## Task to complete
Across the material below, how many lines hold the word "wrist"? Only the number should be given.
■ ■ ■ ■ ■
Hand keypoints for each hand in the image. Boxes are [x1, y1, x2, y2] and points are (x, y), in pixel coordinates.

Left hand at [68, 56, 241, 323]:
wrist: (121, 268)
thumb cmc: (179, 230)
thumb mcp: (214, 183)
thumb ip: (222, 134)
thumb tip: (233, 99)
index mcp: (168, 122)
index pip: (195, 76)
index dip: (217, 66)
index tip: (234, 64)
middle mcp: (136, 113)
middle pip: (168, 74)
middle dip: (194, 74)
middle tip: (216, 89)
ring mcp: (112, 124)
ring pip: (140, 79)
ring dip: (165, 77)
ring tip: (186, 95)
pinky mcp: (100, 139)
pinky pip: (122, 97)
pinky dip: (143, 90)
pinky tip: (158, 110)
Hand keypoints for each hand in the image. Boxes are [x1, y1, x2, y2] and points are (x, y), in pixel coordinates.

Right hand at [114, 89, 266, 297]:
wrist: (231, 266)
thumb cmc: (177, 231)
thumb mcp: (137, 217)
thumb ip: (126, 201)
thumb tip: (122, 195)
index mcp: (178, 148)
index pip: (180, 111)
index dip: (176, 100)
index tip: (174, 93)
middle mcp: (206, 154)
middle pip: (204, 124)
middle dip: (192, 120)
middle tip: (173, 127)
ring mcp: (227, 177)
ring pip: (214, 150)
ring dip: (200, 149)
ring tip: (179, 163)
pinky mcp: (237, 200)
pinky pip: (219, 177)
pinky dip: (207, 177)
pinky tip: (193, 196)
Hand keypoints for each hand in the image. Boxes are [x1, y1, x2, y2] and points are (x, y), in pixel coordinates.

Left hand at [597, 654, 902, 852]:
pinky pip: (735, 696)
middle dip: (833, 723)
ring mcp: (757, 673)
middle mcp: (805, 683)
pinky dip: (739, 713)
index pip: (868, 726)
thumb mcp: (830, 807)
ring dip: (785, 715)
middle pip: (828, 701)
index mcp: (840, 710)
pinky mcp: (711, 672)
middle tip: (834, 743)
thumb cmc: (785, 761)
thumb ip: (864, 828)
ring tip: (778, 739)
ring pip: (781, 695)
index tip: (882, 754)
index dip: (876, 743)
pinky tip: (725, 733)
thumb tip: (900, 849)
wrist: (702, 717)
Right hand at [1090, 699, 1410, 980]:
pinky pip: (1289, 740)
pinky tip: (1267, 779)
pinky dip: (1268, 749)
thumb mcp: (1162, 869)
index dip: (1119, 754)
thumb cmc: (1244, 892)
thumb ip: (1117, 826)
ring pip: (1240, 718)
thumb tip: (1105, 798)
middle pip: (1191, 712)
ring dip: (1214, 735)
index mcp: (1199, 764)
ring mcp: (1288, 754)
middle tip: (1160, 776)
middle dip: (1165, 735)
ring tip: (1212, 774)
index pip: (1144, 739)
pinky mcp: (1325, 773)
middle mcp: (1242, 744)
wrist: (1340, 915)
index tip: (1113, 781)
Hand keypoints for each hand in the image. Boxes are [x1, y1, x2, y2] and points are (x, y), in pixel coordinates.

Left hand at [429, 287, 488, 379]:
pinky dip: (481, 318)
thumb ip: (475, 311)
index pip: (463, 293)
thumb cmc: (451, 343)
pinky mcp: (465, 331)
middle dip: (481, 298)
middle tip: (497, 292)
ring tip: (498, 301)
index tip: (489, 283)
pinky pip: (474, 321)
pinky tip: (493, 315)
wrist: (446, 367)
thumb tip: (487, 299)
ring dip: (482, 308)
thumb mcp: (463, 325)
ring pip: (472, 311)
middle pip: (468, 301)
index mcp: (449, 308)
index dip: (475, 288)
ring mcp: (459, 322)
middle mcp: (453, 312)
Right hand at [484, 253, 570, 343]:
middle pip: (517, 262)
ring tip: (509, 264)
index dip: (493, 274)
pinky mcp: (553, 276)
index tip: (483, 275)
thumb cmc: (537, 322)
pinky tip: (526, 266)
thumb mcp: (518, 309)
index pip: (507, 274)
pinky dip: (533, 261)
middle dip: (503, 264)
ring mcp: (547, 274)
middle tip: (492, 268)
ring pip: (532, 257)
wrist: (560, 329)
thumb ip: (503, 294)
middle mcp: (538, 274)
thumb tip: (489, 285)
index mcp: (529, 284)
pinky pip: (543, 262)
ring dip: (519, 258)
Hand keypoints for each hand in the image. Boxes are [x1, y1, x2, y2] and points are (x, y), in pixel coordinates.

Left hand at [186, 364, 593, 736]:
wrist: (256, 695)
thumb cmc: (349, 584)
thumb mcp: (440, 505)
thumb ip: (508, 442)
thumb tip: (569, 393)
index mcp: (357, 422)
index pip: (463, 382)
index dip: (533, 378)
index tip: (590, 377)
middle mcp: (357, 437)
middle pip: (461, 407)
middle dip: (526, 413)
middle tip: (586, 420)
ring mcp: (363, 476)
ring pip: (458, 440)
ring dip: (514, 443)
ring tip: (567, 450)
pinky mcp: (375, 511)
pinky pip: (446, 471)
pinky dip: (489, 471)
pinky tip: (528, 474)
■ ■ ■ ■ ■
## Solution to this exercise
7